On and With Manor Grunewald
To a large extent, Manor Grunewald’s exclusive subject matter is pictures. His expanded field of picture making is based on processing images and details from books about picture making — instructive guides to photography, catalogs of painting and drawing techniques, etc. — which he transfers onto stretched canvases and transparent sheets of Plexiglas. Then, the sheets of Plexiglas are layered upon the canvases to create a superimposition of two or more images seen through and out of one another. The circulative movement between the superimposed images within each work extends the circulation of printed images in the world. Grunewald’s effort is to reflect the movement of printed images through different contexts and frameworks. His insistence on exclusively experimenting in and with printed matter amounts to a particular vision of the world — an analog world, both nostalgic and Utopian; both prior and subsequent to the current digital era.
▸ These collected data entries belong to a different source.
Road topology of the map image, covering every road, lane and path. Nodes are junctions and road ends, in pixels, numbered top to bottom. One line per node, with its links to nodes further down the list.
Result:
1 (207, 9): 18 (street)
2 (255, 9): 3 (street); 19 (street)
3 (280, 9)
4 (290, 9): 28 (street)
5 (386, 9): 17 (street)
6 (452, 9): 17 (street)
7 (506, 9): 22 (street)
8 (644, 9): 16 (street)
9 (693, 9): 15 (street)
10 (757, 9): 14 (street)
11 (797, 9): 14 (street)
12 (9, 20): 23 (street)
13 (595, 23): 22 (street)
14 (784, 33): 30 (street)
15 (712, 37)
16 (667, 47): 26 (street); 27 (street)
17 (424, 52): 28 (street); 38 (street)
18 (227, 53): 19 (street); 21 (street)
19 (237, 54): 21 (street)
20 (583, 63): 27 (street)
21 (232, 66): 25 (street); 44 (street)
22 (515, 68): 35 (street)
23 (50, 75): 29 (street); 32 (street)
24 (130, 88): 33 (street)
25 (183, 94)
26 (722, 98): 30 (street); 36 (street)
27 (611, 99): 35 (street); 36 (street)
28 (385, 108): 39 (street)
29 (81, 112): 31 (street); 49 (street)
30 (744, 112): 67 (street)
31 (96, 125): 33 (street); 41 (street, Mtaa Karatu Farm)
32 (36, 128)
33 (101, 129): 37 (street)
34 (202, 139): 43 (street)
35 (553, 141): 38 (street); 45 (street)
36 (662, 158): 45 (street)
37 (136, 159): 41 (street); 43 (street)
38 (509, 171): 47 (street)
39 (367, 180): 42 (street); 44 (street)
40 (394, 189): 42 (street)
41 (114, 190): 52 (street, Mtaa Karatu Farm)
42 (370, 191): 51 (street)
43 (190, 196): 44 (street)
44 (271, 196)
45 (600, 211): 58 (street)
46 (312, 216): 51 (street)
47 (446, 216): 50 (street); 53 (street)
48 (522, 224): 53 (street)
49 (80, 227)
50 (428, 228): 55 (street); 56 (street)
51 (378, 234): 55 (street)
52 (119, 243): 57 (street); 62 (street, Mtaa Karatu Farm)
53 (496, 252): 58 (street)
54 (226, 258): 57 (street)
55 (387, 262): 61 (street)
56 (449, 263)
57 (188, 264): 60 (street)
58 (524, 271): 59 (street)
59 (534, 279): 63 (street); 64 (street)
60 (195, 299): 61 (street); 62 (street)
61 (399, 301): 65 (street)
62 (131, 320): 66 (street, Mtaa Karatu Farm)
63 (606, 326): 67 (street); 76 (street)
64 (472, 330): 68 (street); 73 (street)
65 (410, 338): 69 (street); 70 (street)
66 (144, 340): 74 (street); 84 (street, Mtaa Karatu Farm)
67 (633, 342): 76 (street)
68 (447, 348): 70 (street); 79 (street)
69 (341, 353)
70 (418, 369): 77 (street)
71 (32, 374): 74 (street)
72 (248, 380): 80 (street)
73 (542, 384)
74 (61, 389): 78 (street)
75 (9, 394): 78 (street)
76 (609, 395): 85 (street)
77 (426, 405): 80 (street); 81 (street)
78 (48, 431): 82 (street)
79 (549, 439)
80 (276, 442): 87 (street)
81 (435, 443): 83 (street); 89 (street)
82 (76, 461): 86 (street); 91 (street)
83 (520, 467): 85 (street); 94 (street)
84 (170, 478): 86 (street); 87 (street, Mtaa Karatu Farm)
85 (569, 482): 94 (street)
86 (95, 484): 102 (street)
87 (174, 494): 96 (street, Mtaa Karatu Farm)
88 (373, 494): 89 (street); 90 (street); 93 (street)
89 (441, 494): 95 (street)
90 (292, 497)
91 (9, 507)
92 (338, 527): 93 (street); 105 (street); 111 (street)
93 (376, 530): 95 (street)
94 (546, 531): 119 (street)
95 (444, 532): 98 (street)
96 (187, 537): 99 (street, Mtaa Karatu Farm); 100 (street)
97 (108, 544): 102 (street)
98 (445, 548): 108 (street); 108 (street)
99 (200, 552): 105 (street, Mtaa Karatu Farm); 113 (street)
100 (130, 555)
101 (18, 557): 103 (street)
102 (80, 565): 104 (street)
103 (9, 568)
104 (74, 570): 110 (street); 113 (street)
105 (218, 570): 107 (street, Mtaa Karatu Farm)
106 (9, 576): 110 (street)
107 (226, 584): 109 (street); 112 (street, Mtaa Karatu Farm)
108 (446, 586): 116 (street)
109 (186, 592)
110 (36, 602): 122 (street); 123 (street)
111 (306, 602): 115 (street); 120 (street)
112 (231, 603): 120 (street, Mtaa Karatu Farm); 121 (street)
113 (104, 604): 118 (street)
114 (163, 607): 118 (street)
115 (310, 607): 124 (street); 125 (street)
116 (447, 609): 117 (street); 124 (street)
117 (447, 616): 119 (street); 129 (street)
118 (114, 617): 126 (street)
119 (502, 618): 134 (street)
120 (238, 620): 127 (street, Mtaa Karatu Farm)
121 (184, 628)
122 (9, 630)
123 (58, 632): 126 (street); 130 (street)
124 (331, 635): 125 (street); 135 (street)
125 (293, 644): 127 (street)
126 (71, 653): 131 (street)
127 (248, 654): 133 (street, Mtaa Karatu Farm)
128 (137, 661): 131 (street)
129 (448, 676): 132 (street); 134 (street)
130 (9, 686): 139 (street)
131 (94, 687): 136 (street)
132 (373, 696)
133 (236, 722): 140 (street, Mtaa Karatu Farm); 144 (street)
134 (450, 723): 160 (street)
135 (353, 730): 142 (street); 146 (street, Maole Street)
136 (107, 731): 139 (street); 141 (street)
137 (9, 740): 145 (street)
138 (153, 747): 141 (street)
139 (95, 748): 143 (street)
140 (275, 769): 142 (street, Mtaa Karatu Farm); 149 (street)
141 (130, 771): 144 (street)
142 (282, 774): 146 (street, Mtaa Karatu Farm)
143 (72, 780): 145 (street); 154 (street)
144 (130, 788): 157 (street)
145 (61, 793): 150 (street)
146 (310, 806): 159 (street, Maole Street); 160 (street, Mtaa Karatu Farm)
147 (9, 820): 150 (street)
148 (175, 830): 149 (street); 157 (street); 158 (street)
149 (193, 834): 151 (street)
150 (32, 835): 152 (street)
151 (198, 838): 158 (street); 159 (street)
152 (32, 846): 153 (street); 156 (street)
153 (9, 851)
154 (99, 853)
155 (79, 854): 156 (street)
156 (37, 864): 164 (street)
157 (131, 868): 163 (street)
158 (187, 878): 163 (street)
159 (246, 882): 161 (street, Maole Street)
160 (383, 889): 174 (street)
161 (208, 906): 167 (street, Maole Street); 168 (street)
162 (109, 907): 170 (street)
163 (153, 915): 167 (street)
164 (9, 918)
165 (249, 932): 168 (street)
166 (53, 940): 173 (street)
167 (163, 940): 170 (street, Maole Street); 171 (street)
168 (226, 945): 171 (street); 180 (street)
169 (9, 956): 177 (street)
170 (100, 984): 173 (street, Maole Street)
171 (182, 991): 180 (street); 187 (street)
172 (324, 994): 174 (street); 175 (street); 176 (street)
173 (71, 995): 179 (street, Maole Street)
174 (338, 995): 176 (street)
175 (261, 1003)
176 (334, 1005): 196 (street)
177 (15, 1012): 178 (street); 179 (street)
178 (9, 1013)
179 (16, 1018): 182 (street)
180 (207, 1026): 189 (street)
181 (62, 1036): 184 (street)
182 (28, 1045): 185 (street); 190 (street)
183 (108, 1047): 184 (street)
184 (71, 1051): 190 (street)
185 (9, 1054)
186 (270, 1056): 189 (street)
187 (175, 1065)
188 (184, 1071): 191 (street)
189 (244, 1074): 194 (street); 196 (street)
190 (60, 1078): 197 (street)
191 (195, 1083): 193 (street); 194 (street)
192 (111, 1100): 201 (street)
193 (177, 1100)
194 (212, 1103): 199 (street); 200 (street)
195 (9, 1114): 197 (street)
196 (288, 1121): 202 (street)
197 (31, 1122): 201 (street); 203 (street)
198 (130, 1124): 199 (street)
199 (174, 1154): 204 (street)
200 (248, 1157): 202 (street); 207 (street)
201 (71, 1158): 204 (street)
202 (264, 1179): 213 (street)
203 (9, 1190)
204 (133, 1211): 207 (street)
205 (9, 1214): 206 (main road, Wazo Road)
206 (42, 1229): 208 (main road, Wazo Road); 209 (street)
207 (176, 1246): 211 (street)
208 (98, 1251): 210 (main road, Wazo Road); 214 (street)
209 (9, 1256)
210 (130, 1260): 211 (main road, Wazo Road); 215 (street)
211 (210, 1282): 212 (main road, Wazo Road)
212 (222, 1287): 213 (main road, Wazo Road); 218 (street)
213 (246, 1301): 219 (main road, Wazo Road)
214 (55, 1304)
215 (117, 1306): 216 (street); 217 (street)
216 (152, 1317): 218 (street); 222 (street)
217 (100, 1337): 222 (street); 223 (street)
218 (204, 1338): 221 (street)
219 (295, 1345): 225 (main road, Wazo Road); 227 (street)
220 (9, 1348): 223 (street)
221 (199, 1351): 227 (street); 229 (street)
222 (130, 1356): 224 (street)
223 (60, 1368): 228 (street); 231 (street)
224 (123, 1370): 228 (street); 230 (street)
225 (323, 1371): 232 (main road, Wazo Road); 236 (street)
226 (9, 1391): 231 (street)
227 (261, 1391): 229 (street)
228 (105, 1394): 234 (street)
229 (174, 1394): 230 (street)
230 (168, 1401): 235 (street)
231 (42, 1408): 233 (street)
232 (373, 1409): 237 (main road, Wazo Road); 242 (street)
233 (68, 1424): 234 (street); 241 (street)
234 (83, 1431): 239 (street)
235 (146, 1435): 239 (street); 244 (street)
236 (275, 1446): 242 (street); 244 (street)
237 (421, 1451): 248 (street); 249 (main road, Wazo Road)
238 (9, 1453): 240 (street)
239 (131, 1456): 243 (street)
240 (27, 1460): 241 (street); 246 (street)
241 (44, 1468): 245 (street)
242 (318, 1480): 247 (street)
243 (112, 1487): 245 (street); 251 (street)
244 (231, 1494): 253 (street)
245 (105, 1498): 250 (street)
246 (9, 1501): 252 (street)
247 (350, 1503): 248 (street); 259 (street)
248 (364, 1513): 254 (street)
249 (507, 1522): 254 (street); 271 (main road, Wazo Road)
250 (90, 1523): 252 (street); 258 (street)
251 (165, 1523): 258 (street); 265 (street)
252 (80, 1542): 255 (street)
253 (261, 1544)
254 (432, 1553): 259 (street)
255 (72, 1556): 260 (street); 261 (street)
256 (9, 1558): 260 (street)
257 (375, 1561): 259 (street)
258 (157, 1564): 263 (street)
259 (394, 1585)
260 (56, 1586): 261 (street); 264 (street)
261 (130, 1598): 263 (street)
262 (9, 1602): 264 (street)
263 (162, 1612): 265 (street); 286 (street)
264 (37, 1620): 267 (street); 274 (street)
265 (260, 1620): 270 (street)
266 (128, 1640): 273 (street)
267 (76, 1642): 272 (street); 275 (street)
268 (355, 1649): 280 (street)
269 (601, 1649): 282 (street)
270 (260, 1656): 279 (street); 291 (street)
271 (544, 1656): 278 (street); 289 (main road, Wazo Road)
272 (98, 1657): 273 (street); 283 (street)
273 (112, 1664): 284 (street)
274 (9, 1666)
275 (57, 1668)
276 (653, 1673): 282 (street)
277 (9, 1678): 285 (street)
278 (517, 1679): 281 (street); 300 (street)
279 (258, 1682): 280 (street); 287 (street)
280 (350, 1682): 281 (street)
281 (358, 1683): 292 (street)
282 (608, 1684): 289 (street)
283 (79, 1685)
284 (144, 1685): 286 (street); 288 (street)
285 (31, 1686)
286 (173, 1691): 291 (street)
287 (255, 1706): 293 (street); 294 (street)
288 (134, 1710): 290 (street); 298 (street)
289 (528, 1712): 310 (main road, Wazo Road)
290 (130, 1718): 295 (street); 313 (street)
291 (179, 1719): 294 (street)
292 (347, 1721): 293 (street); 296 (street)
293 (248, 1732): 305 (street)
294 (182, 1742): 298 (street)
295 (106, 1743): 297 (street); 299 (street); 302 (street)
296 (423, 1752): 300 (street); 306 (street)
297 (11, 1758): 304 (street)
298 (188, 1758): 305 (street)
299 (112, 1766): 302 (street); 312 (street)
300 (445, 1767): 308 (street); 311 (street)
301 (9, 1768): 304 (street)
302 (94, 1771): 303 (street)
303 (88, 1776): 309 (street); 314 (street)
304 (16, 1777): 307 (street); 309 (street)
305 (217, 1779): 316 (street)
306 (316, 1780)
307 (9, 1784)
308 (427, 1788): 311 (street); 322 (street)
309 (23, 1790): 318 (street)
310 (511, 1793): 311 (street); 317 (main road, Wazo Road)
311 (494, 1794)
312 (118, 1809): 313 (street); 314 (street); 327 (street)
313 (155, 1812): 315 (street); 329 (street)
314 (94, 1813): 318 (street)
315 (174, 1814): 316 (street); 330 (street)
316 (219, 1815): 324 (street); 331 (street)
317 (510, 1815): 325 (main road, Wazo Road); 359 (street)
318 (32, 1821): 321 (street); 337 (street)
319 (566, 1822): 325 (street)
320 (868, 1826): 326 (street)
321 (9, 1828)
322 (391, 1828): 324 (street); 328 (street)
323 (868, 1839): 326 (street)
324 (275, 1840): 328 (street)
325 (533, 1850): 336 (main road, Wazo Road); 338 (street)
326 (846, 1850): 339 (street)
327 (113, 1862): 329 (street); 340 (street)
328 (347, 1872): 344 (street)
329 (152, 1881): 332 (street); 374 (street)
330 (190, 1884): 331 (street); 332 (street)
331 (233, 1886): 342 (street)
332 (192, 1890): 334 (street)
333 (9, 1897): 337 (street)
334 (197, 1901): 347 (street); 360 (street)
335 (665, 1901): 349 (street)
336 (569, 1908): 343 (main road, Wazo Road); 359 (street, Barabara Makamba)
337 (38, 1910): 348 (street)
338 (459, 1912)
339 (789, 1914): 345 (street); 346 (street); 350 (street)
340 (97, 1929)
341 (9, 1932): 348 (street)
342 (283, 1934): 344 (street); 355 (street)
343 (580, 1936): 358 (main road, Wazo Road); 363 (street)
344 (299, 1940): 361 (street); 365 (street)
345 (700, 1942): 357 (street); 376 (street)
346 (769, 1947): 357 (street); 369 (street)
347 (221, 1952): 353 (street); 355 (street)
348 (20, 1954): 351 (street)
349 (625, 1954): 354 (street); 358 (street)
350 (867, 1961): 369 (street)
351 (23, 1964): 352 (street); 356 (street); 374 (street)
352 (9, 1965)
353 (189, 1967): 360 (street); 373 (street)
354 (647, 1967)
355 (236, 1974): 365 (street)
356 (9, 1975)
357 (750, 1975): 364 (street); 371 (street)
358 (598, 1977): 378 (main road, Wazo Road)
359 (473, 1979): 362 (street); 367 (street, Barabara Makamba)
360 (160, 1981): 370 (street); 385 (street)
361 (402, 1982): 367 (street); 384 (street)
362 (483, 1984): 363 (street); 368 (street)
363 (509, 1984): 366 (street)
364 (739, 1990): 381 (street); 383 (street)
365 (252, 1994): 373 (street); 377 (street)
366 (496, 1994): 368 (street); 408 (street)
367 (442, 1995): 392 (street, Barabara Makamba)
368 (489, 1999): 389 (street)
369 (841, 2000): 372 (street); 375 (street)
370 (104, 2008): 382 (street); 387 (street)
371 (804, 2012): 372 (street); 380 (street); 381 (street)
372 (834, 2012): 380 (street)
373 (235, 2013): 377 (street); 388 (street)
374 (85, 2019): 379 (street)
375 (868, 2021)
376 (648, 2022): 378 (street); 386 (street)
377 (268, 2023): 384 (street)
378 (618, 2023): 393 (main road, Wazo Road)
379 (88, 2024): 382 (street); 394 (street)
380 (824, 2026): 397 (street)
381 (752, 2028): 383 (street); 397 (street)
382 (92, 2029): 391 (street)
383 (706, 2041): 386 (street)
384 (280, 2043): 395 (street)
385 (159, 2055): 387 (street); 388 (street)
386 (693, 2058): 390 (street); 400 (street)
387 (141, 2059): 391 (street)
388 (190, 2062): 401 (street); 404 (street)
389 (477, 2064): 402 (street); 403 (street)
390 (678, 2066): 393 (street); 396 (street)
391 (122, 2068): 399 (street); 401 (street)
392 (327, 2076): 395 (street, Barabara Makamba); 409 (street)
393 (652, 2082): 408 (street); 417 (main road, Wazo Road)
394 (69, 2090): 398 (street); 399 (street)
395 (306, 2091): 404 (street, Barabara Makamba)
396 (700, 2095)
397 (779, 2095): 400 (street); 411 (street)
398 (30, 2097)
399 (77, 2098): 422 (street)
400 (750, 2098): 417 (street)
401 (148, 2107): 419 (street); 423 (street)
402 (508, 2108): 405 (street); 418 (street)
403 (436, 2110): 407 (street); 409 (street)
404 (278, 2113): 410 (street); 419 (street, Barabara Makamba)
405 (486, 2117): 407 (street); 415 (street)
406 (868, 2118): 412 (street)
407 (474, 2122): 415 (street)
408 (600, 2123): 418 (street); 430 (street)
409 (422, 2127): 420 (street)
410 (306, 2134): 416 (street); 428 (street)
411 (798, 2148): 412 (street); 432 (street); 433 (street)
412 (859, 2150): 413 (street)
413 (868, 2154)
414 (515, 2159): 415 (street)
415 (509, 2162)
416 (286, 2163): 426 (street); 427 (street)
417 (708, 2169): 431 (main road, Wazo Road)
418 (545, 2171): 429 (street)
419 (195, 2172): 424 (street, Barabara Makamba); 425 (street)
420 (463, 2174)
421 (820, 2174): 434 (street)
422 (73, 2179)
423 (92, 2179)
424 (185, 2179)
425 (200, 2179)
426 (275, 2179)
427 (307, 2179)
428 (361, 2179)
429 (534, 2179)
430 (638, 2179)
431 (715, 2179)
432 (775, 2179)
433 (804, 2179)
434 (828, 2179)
“As far as I’m concerned, engaging in analog labor is directly connected to the romantic idea of an art practice immersed in real material; in paint and canvas. It is my way towards a manual, physical mode of image making, which expresses awareness of the time in which we are living, but not fully giving in to it. Therefore, nostalgic could be seen as romantic. The creative development of graphic designers, illustrators, and architects, has completely shifted to a digital way of working and presenting. As a visual artist it is interesting to try to figure out what are the boundaries to rethink the implications of the digital revolution and set your own mark.”
Grunewald’s work utilizes mediated imagery and technique in order to overcome them, to introduce them as a way to redeem the notion of a direct, uninterrupted, unmediated appearance and activity. It uses analog labor as a path to pure painting, or rather, pure experience. In this sense, his work can be described in artistic-formalist terms, and at the same time, personal-existential terms.
“In the last years I have been occupied with my own biography as an artist who started his training as a classical painter. I keep asking myself what painting could mean for me. For me, what is most relevant is to be able deliver a general-cultural narrative without losing myself to gimmicks and fake, impersonal research. So in a way all the exhibitions and works that I am making is an autobiographical parcour disclosing the inner difficulties and growth of my struggle with the idea of being and working as a painter.”
Grunewald’s current installation at Berthold Pott Gallery is the culmination of his recent production, but the modules of mashed fence with which he covered the walls of the gallery and on which all works are mounted, open up the work to a new horizon. As the backdrop of the works, the mashed fence further intensifies their sense of unfixity, situating them as if in the midst of sliding, of moving along the lines. By inserting a gap between the backside of the works and the wall it further layers the works. In addition, it rearranges the gallery as an image of a storage or a yard, turning it into an amalgam of outside and inside.
“The fence came to mind when seeing pictures on an Airbnb website. In the pictures, the fence was connected to a wall with two printed flower prints mounted on it. I was immediately taken by the absurdity of a fence in front of a wall with no real value or function as a fence. It recalled a strange meme or a desperate aesthetic attempt to get rid of the wall and turn the space into a garden or patio. I took that idea and incorporated it into the current installation. Each metal fence module is 200 x 120 cm. It looks like a patterned aligned writing paper. From each module I removed a part. The removed parts are of the same size and from the same place in each module. In each I installed one work, leaving a bit of white space around. The fence becomes the passe-partout of each work. It brings the question of how should the works be looked at, is it inside or outside, and on a different level, how does the gallery space relate to the context of space as a material, as well as to the work itself.”
*The artist’s statements were given in a conversation with the author.